• EXERCISE OBJECTIVE
Please, without the pictures, restate every entry exactly.

• GIVEN INFORMATION

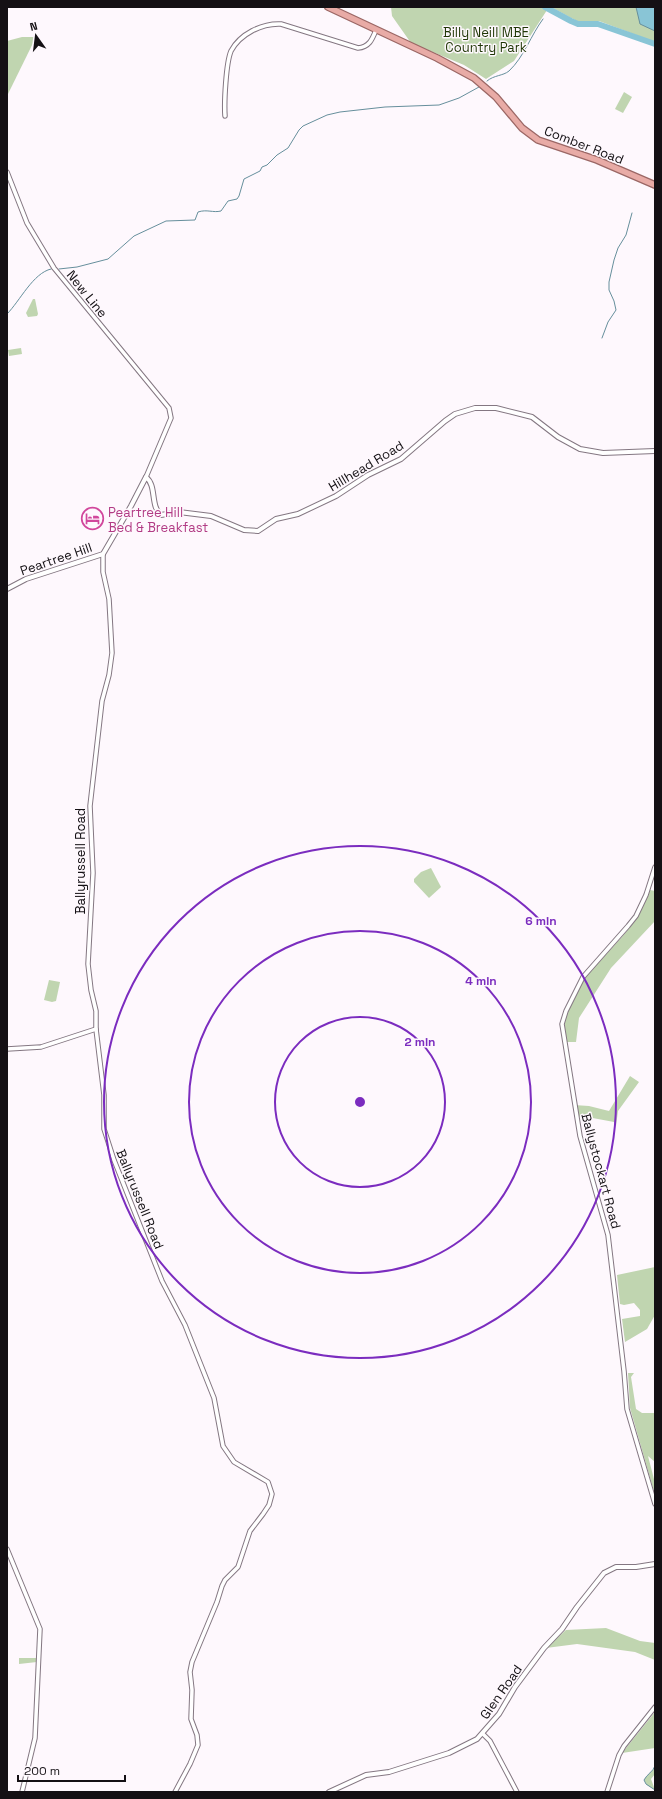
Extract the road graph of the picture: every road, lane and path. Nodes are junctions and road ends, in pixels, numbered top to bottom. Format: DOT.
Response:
graph roads {
  1 [pos="328,7"];
  2 [pos="376,30"];
  3 [pos="225,116"];
  4 [pos="7,172"];
  5 [pos="655,185"];
  6 [pos="171,416"];
  7 [pos="655,451"];
  8 [pos="146,477"];
  9 [pos="103,554"];
  10 [pos="7,589"];
  11 [pos="655,866"];
  12 [pos="96,1029"];
  13 [pos="7,1049"];
  14 [pos="655,1504"];
  15 [pos="7,1549"];
  16 [pos="655,1564"];
  17 [pos="655,1707"];
  18 [pos="483,1734"];
  19 [pos="22,1792"];
  20 [pos="175,1792"];
  21 [pos="329,1792"];
  22 [pos="517,1792"];
  23 [pos="607,1792"];
  1 -- 2 [label="highway, Comber Road"];
  2 -- 3 [label="street"];
  2 -- 5 [label="highway, Comber Road"];
  4 -- 6 [label="street, New Line"];
  6 -- 8 [label="street, Peartree Hill"];
  7 -- 8 [label="street, Hillhead Road"];
  8 -- 9 [label="street, Peartree Hill"];
  9 -- 10 [label="street, Peartree Hill"];
  9 -- 12 [label="street, Ballyrussell Road"];
  11 -- 14 [label="street, Ballystockart Road"];
  12 -- 13 [label="street"];
  12 -- 20 [label="street, Ballyrussell Road"];
  15 -- 19 [label="street"];
  16 -- 18 [label="street, Glen Road"];
  17 -- 23 [label="street"];
  18 -- 21 [label="street, Glen Road"];
  18 -- 22 [label="street"];
}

• EXERCISE SOLUTION
Extract the road graph of the picture: every road, lane and path. Nodes are junctions and road ends, in pixels, numbered top to bottom. Format: DOT.
Response:
graph roads {
  1 [pos="328,7"];
  2 [pos="376,30"];
  3 [pos="225,116"];
  4 [pos="7,172"];
  5 [pos="655,185"];
  6 [pos="171,416"];
  7 [pos="655,451"];
  8 [pos="146,477"];
  9 [pos="103,554"];
  10 [pos="7,589"];
  11 [pos="655,866"];
  12 [pos="96,1029"];
  13 [pos="7,1049"];
  14 [pos="655,1504"];
  15 [pos="7,1549"];
  16 [pos="655,1564"];
  17 [pos="655,1707"];
  18 [pos="483,1734"];
  19 [pos="22,1792"];
  20 [pos="175,1792"];
  21 [pos="329,1792"];
  22 [pos="517,1792"];
  23 [pos="607,1792"];
  1 -- 2 [label="highway, Comber Road"];
  2 -- 3 [label="street"];
  2 -- 5 [label="highway, Comber Road"];
  4 -- 6 [label="street, New Line"];
  6 -- 8 [label="street, Peartree Hill"];
  7 -- 8 [label="street, Hillhead Road"];
  8 -- 9 [label="street, Peartree Hill"];
  9 -- 10 [label="street, Peartree Hill"];
  9 -- 12 [label="street, Ballyrussell Road"];
  11 -- 14 [label="street, Ballystockart Road"];
  12 -- 13 [label="street"];
  12 -- 20 [label="street, Ballyrussell Road"];
  15 -- 19 [label="street"];
  16 -- 18 [label="street, Glen Road"];
  17 -- 23 [label="street"];
  18 -- 21 [label="street, Glen Road"];
  18 -- 22 [label="street"];
}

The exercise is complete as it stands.